## Provided entries
:::
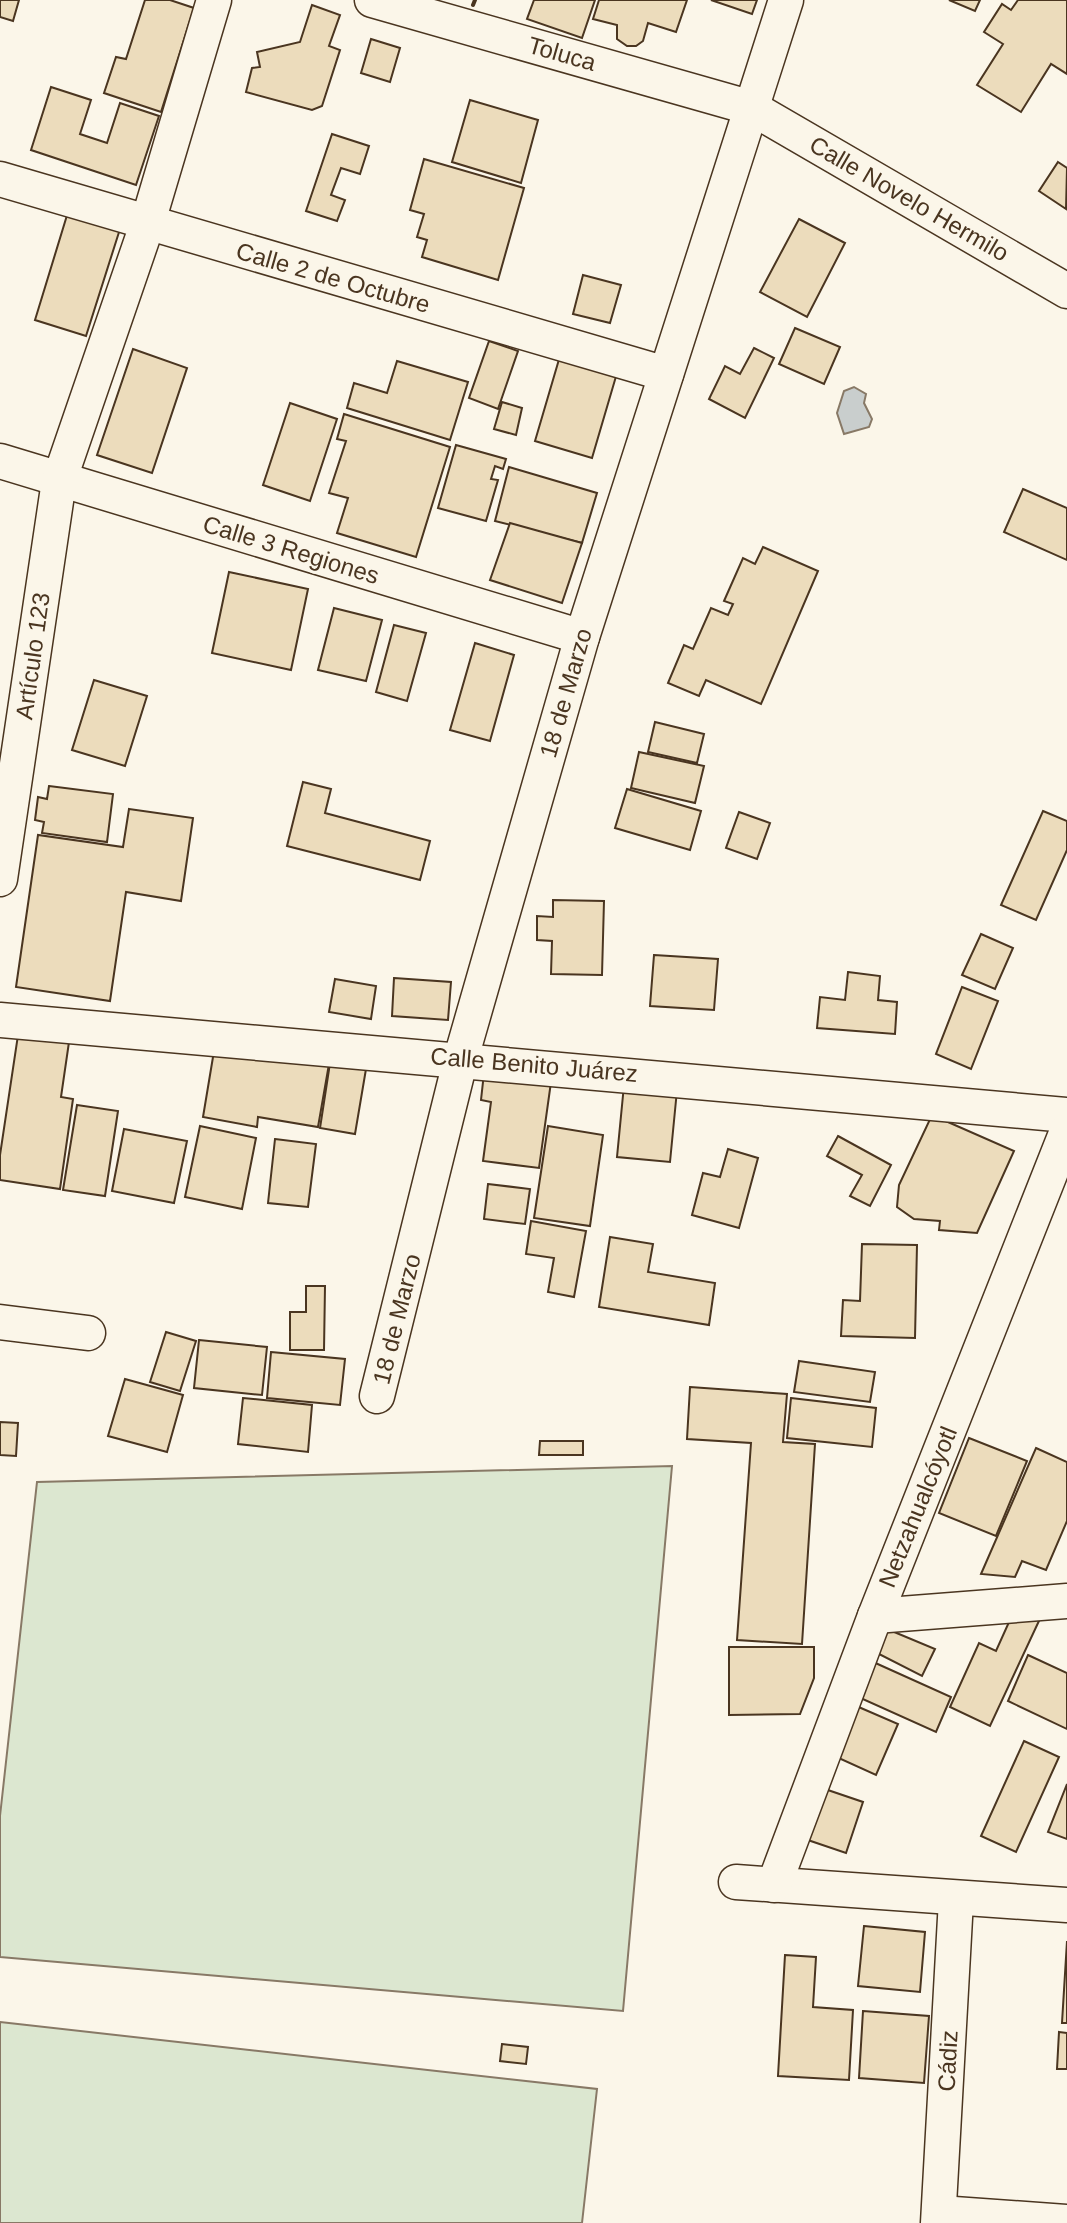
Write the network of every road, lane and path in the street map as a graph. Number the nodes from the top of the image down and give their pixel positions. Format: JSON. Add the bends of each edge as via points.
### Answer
{"nodes":[{"id":1,"x":214,"y":0,"type":"edge"},
{"id":2,"x":372,"y":0,"type":"edge"},
{"id":3,"x":786,"y":0,"type":"edge"},
{"id":4,"x":752,"y":108,"type":"junction"},
{"id":5,"x":0,"y":179,"type":"edge"},
{"id":6,"x":147,"y":225,"type":"junction"},
{"id":7,"x":1067,"y":291,"type":"edge"},
{"id":8,"x":666,"y":374,"type":"junction"},
{"id":9,"x":0,"y":461,"type":"edge"},
{"id":10,"x":59,"y":481,"type":"junction"},
{"id":11,"x":582,"y":637,"type":"junction"},
{"id":12,"x":0,"y":879,"type":"edge"},
{"id":13,"x":0,"y":1020,"type":"edge"},
{"id":14,"x":461,"y":1058,"type":"junction"},
{"id":15,"x":1067,"y":1115,"type":"edge"},
{"id":16,"x":1067,"y":1131,"type":"edge"},
{"id":17,"x":0,"y":1322,"type":"edge"},
{"id":18,"x":88,"y":1333,"type":"dead end"},
{"id":19,"x":377,"y":1396,"type":"dead end"},
{"id":20,"x":1067,"y":1601,"type":"edge"},
{"id":21,"x":875,"y":1616,"type":"junction"},
{"id":22,"x":736,"y":1882,"type":"dead end"},
{"id":23,"x":774,"y":1885,"type":"junction"},
{"id":24,"x":956,"y":1900,"type":"junction"},
{"id":25,"x":1067,"y":1905,"type":"edge"},
{"id":26,"x":939,"y":2218,"type":"edge"},
{"id":27,"x":1067,"y":2222,"type":"edge"}],
"edges":[{"from":1,"to":6,"type":"street","name":"Artículo 123"},
{"from":2,"to":4,"type":"street","name":"Toluca"},
{"from":3,"to":4,"type":"street","name":"18 de Marzo"},
{"from":4,"to":7,"type":"street","name":"Calle Novelo Hermilo"},
{"from":4,"to":8,"type":"street","name":"18 de Marzo"},
{"from":5,"to":6,"type":"street","name":"Calle 2 de Octubre"},
{"from":6,"to":8,"type":"street","name":"Calle 2 de Octubre"},
{"from":6,"to":10,"type":"street","name":"Artículo 123"},
{"from":8,"to":11,"type":"street","name":"18 de Marzo"},
{"from":9,"to":10,"type":"street","name":"Calle 3 Regiones"},
{"from":10,"to":11,"type":"street","name":"Calle 3 Regiones"},
{"from":10,"to":12,"type":"street","name":"Artículo 123"},
{"from":11,"to":14,"type":"street","name":"18 de Marzo"},
{"from":13,"to":14,"type":"street","name":"Calle Benito Juárez"},
{"from":14,"to":15,"type":"street","name":"Calle Benito Juárez"},
{"from":14,"to":19,"type":"street","name":"18 de Marzo"},
{"from":16,"to":21,"type":"street","name":"Netzahualcóyotl"},
{"from":17,"to":18,"type":"street"},
{"from":20,"to":21,"type":"street"},
{"from":21,"to":23,"type":"street","name":"Netzahualcóyotl"},
{"from":22,"to":23,"type":"street"},
{"from":23,"to":24,"type":"street"},
{"from":24,"to":25,"type":"street"},
{"from":24,"to":26,"type":"street","name":"Cádiz"},
{"from":26,"to":27,"type":"street"}]}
:::
## Your objective
When a line in the material includes the word "Artículo", copy it out.

## Exercise output
"edges":[{"from":1,"to":6,"type":"street","name":"Artículo 123"},
{"from":6,"to":10,"type":"street","name":"Artículo 123"},
{"from":10,"to":12,"type":"street","name":"Artículo 123"},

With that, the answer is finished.